Saved data entries:

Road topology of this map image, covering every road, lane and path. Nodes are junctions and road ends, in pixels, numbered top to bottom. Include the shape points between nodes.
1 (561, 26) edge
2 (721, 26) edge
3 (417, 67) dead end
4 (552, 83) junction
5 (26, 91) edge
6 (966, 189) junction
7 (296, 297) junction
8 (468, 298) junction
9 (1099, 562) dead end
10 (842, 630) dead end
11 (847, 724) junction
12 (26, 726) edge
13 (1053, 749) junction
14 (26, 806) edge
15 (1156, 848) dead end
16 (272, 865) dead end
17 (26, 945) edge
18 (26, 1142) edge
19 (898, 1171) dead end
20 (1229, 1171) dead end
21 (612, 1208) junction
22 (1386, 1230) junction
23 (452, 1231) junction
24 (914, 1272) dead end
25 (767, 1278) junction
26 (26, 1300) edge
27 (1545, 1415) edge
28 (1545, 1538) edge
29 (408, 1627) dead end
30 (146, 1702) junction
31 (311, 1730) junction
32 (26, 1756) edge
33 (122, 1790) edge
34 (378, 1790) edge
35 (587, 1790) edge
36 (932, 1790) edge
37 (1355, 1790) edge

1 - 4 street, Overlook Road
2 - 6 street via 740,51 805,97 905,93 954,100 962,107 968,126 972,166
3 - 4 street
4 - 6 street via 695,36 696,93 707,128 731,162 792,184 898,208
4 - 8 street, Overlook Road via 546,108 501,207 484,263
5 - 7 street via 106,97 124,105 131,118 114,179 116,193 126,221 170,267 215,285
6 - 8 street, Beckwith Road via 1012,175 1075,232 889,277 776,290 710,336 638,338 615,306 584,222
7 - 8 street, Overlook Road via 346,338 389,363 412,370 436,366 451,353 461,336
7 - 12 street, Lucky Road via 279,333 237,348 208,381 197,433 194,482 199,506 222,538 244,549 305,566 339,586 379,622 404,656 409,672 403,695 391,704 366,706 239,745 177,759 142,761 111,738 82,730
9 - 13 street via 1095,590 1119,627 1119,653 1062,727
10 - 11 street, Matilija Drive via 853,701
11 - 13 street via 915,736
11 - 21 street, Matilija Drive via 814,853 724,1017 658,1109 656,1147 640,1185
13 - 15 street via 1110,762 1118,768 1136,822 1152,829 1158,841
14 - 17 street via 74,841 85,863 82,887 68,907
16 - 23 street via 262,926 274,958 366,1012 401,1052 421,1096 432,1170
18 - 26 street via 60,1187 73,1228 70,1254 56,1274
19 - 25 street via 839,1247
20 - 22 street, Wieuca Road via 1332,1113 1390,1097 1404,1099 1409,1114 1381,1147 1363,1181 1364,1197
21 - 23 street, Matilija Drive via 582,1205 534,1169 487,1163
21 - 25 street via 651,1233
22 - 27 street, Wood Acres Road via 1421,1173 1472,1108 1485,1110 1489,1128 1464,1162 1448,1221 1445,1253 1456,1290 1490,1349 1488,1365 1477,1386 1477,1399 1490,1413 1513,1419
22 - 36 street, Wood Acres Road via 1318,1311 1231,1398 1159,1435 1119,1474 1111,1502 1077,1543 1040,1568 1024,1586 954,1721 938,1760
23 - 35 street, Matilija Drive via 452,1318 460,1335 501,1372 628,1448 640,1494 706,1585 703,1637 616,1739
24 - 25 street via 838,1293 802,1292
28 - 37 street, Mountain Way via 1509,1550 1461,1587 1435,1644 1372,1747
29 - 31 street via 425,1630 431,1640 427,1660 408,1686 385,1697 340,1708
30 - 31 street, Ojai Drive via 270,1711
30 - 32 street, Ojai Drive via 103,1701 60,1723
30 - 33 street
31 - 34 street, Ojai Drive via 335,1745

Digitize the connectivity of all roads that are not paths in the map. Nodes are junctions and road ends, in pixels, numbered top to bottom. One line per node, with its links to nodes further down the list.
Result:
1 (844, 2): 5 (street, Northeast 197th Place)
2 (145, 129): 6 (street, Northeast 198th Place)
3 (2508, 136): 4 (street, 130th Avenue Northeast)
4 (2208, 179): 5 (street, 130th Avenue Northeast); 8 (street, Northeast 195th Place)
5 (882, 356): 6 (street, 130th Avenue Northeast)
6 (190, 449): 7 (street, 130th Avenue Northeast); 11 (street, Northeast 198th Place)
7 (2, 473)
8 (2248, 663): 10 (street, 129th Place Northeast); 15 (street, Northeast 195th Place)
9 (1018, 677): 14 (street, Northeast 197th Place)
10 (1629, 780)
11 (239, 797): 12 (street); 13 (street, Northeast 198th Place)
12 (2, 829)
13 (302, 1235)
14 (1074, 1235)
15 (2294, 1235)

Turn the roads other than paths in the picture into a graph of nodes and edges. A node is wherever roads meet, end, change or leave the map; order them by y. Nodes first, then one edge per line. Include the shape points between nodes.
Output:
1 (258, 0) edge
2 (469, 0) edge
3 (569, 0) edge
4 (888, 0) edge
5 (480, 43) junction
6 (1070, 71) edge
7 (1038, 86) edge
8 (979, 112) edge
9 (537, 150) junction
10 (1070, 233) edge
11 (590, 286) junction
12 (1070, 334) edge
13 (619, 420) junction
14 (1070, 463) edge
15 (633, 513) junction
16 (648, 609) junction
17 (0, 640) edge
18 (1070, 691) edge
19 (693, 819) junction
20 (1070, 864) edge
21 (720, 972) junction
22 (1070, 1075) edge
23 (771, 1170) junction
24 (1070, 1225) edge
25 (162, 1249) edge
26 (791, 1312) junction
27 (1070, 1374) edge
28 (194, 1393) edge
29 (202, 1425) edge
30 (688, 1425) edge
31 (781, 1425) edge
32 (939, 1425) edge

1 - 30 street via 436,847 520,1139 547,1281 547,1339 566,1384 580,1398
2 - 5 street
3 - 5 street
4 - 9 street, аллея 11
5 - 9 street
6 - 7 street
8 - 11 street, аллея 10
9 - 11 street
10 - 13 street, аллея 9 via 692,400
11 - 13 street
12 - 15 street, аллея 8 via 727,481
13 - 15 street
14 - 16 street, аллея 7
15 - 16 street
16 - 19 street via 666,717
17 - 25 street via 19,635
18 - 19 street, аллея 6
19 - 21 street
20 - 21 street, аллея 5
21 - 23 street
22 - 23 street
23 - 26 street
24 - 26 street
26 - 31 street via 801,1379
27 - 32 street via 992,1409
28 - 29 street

ACTIVITY: Repeat each record word for word. Do not leave any out.

REPLY:
Road topology of this map image, covering every road, lane and path. Nodes are junctions and road ends, in pixels, numbered top to bottom. Include the shape points between nodes.
1 (561, 26) edge
2 (721, 26) edge
3 (417, 67) dead end
4 (552, 83) junction
5 (26, 91) edge
6 (966, 189) junction
7 (296, 297) junction
8 (468, 298) junction
9 (1099, 562) dead end
10 (842, 630) dead end
11 (847, 724) junction
12 (26, 726) edge
13 (1053, 749) junction
14 (26, 806) edge
15 (1156, 848) dead end
16 (272, 865) dead end
17 (26, 945) edge
18 (26, 1142) edge
19 (898, 1171) dead end
20 (1229, 1171) dead end
21 (612, 1208) junction
22 (1386, 1230) junction
23 (452, 1231) junction
24 (914, 1272) dead end
25 (767, 1278) junction
26 (26, 1300) edge
27 (1545, 1415) edge
28 (1545, 1538) edge
29 (408, 1627) dead end
30 (146, 1702) junction
31 (311, 1730) junction
32 (26, 1756) edge
33 (122, 1790) edge
34 (378, 1790) edge
35 (587, 1790) edge
36 (932, 1790) edge
37 (1355, 1790) edge

1 - 4 street, Overlook Road
2 - 6 street via 740,51 805,97 905,93 954,100 962,107 968,126 972,166
3 - 4 street
4 - 6 street via 695,36 696,93 707,128 731,162 792,184 898,208
4 - 8 street, Overlook Road via 546,108 501,207 484,263
5 - 7 street via 106,97 124,105 131,118 114,179 116,193 126,221 170,267 215,285
6 - 8 street, Beckwith Road via 1012,175 1075,232 889,277 776,290 710,336 638,338 615,306 584,222
7 - 8 street, Overlook Road via 346,338 389,363 412,370 436,366 451,353 461,336
7 - 12 street, Lucky Road via 279,333 237,348 208,381 197,433 194,482 199,506 222,538 244,549 305,566 339,586 379,622 404,656 409,672 403,695 391,704 366,706 239,745 177,759 142,761 111,738 82,730
9 - 13 street via 1095,590 1119,627 1119,653 1062,727
10 - 11 street, Matilija Drive via 853,701
11 - 13 street via 915,736
11 - 21 street, Matilija Drive via 814,853 724,1017 658,1109 656,1147 640,1185
13 - 15 street via 1110,762 1118,768 1136,822 1152,829 1158,841
14 - 17 street via 74,841 85,863 82,887 68,907
16 - 23 street via 262,926 274,958 366,1012 401,1052 421,1096 432,1170
18 - 26 street via 60,1187 73,1228 70,1254 56,1274
19 - 25 street via 839,1247
20 - 22 street, Wieuca Road via 1332,1113 1390,1097 1404,1099 1409,1114 1381,1147 1363,1181 1364,1197
21 - 23 street, Matilija Drive via 582,1205 534,1169 487,1163
21 - 25 street via 651,1233
22 - 27 street, Wood Acres Road via 1421,1173 1472,1108 1485,1110 1489,1128 1464,1162 1448,1221 1445,1253 1456,1290 1490,1349 1488,1365 1477,1386 1477,1399 1490,1413 1513,1419
22 - 36 street, Wood Acres Road via 1318,1311 1231,1398 1159,1435 1119,1474 1111,1502 1077,1543 1040,1568 1024,1586 954,1721 938,1760
23 - 35 street, Matilija Drive via 452,1318 460,1335 501,1372 628,1448 640,1494 706,1585 703,1637 616,1739
24 - 25 street via 838,1293 802,1292
28 - 37 street, Mountain Way via 1509,1550 1461,1587 1435,1644 1372,1747
29 - 31 street via 425,1630 431,1640 427,1660 408,1686 385,1697 340,1708
30 - 31 street, Ojai Drive via 270,1711
30 - 32 street, Ojai Drive via 103,1701 60,1723
30 - 33 street
31 - 34 street, Ojai Drive via 335,1745

Digitize the connectivity of all roads that are not paths in the map. Nodes are junctions and road ends, in pixels, numbered top to bottom. One line per node, with its links to nodes further down the list.
Result:
1 (844, 2): 5 (street, Northeast 197th Place)
2 (145, 129): 6 (street, Northeast 198th Place)
3 (2508, 136): 4 (street, 130th Avenue Northeast)
4 (2208, 179): 5 (street, 130th Avenue Northeast); 8 (street, Northeast 195th Place)
5 (882, 356): 6 (street, 130th Avenue Northeast)
6 (190, 449): 7 (street, 130th Avenue Northeast); 11 (street, Northeast 198th Place)
7 (2, 473)
8 (2248, 663): 10 (street, 129th Place Northeast); 15 (street, Northeast 195th Place)
9 (1018, 677): 14 (street, Northeast 197th Place)
10 (1629, 780)
11 (239, 797): 12 (street); 13 (street, Northeast 198th Place)
12 (2, 829)
13 (302, 1235)
14 (1074, 1235)
15 (2294, 1235)

Turn the roads other than paths in the picture into a graph of nodes and edges. A node is wherever roads meet, end, change or leave the map; order them by y. Nodes first, then one edge per line. Include the shape points between nodes.
Output:
1 (258, 0) edge
2 (469, 0) edge
3 (569, 0) edge
4 (888, 0) edge
5 (480, 43) junction
6 (1070, 71) edge
7 (1038, 86) edge
8 (979, 112) edge
9 (537, 150) junction
10 (1070, 233) edge
11 (590, 286) junction
12 (1070, 334) edge
13 (619, 420) junction
14 (1070, 463) edge
15 (633, 513) junction
16 (648, 609) junction
17 (0, 640) edge
18 (1070, 691) edge
19 (693, 819) junction
20 (1070, 864) edge
21 (720, 972) junction
22 (1070, 1075) edge
23 (771, 1170) junction
24 (1070, 1225) edge
25 (162, 1249) edge
26 (791, 1312) junction
27 (1070, 1374) edge
28 (194, 1393) edge
29 (202, 1425) edge
30 (688, 1425) edge
31 (781, 1425) edge
32 (939, 1425) edge

1 - 30 street via 436,847 520,1139 547,1281 547,1339 566,1384 580,1398
2 - 5 street
3 - 5 street
4 - 9 street, аллея 11
5 - 9 street
6 - 7 street
8 - 11 street, аллея 10
9 - 11 street
10 - 13 street, аллея 9 via 692,400
11 - 13 street
12 - 15 street, аллея 8 via 727,481
13 - 15 street
14 - 16 street, аллея 7
15 - 16 street
16 - 19 street via 666,717
17 - 25 street via 19,635
18 - 19 street, аллея 6
19 - 21 street
20 - 21 street, аллея 5
21 - 23 street
22 - 23 street
23 - 26 street
24 - 26 street
26 - 31 street via 801,1379
27 - 32 street via 992,1409
28 - 29 street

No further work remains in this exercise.